A view of work in progress at Pella, Greece, in 2025.

With summer underway, six Kelsey Museum–sponsored archaeological projects are preparing for another season of fieldwork, research, and student training. In the coming months, Kelsey-affiliated faculty, staff, students, and alumni—as well as international collaborators—will undertake work at sites in Türkiye, Italy, Greece, and Egypt. Their projects range from excavation and survey to conservation, artifact study, environmental analysis, archival research, and community engagement.

Notion, Türkiye

At Notion, an ancient Ionian city on the western coast of Anatolia, project director Christopher Ratté and his team will continue investigating the site’s history. Work this season will focus again on the East Ridge House and Bouleuterion, while new research north of the West Ridge House will explore earlier phases of the site. The team will also study fortifications, analyze artifacts (including pottery and coins), conduct geophysical prospection near the harbor, and begin soil coring in open areas that may have been used for urban agriculture. 

Gabii, Italy

The long-running Gabii Project will continue work at the ancient Latin city, where Kelsey involvement has helped strengthen the museum’s presence in Italian archaeology over the past two decades. This season will focus primarily on excavation, along with methodological experimentation and training. In his role as director for methodological innovation, Nic Terrenato will test and assess new approaches to archaeological practice while training staff and graduate students. 

Emptyscapes, Gabii, Italy

Led by Laura Motta, the Emptyscapes Project returns to Gabii to investigate the “empty” spaces between early settlement clusters to build a fuller picture of urbanization in Iron Age and Archaic Italy. Rather than focusing on walls, roads, and buildings, the project examines areas without visible architecture to better understand how non-built spaces shaped early urban life. Following a promising first season, the team will expand its work through additional coring, test trenches, and ceramic study, as well as through sampling for phosphate and nitrate, micromorphological, and pollen and phytolith analysis, among other activities.

Pella, Greece

At Pella, Lisa Nevett and David Stone will lead another season of excavation, field survey, and finds analysis. Excavation will continue on a peristyle building, likely a house, with new trenches planned to define the structure’s limits and investigate earlier phases beneath its final occupation deposits. Meanwhile, the survey team will examine modern fields in the core of the Hellenistic city and areas near Pella’s eastern periphery, where cemeteries are known from earlier discoveries, to assess the density and character of the city center’s and suburban territory’s occupation. Ceramic study, archaeobotanical research, micro-debris analysis, geochemical sampling, conservation, and GIS documentation will further support this fieldwork.

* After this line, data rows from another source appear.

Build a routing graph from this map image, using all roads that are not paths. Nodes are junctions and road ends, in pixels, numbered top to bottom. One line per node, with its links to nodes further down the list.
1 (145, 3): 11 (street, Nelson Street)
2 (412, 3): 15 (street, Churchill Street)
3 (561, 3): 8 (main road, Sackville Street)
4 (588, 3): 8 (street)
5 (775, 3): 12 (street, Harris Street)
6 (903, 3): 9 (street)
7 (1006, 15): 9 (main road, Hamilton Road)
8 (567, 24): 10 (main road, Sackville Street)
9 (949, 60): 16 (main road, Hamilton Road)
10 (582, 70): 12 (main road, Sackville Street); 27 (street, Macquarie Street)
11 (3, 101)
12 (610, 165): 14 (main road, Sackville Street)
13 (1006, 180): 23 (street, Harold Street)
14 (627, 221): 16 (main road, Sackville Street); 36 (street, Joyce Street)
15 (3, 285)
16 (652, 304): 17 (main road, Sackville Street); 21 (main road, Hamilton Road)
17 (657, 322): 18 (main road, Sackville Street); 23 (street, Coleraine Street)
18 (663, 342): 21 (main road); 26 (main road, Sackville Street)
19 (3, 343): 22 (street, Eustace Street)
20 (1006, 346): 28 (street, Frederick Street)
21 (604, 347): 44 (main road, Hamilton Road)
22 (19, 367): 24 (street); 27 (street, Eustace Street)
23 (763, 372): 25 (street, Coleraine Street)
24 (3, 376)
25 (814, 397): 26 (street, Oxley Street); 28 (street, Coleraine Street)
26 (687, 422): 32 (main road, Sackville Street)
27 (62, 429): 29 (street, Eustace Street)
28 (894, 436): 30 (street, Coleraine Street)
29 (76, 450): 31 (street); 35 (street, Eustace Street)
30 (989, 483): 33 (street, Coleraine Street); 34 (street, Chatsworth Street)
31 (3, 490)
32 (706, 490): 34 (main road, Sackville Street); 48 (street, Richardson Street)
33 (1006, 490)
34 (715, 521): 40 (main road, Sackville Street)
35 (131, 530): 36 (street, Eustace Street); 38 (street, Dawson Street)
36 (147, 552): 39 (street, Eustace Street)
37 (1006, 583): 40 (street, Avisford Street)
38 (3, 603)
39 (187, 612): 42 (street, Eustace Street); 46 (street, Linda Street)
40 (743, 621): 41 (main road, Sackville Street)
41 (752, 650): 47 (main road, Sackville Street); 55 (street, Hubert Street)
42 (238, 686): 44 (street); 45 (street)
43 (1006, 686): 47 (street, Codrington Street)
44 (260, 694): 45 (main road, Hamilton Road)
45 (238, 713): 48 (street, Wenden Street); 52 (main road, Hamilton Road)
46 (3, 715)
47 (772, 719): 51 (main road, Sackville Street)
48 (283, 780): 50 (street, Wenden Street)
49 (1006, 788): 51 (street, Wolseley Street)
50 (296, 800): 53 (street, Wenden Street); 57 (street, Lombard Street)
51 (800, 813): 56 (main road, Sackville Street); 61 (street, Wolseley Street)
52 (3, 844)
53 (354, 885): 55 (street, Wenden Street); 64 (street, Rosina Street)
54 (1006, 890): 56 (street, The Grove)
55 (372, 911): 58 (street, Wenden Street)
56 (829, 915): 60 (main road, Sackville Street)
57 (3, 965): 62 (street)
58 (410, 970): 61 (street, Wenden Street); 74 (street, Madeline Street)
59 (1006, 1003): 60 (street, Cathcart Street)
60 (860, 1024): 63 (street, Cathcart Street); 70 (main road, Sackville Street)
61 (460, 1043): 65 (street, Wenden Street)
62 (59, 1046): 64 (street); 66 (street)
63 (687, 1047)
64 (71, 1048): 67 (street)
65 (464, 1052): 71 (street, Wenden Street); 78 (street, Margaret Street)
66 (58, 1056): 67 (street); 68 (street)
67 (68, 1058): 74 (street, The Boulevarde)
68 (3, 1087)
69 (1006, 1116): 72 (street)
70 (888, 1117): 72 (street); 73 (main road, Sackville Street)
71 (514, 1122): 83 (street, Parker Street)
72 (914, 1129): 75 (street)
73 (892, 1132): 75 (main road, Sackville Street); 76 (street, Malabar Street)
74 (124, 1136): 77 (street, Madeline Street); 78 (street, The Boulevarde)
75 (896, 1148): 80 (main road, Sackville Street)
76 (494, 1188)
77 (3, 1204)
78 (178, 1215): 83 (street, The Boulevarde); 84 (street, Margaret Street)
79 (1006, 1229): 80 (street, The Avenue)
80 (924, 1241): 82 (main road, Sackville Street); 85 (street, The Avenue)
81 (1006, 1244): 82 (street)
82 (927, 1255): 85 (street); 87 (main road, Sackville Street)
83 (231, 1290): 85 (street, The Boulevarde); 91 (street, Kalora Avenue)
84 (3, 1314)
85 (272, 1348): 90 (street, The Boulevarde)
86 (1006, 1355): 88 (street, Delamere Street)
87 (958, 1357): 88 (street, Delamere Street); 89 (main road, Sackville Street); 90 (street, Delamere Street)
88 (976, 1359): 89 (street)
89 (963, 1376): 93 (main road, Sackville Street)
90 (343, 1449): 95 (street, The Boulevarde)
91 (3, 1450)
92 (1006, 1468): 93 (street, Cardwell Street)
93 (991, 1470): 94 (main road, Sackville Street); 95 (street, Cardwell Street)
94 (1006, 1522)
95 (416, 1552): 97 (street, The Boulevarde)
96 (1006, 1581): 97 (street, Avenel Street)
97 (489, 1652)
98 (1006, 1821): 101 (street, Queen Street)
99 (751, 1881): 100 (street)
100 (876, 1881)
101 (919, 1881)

Kephala and Ayia Irini, Kea, Greece

On the Cycladic island of Kea, Natalie Abell and her team will continue studying material from John Caskey’s 1960s–1970s excavations at Kephala and Ayia Irini. These sites offer important evidence for Final Neolithic and Bronze Age settlement, maritime exchange, craft production, and metallurgy. This season’s work will focus on clarifying the stratigraphy of unpublished areas of Ayia Irini by analyzing context pottery, excavation documents, and preserved architecture. The team will also analyze the metal and metallurgical assemblage from both sites and, if timing allows, collect samples for petrographic analysis.

Abydos, Egypt

Led by Janet Richards, the Abydos Middle Cemetery Project is planning a full-scale field season focused on excavation, reclearance, conservation, restoration, and collections analysis. Work will include completing the re-exposure of the Sixth Dynasty Weni mastaba superstructure and beginning mudbrick conservation and restoration. The team will also excavate tomb shafts north of the Weni complex and investigate an area east of a First Intermediate Period saint cult building to learn more about ancient community engagement with the site. Additional work will involve maintenance activities on the Weni exhibition in the Sohag National Museum and curatorial training sessions for Egyptian colleagues.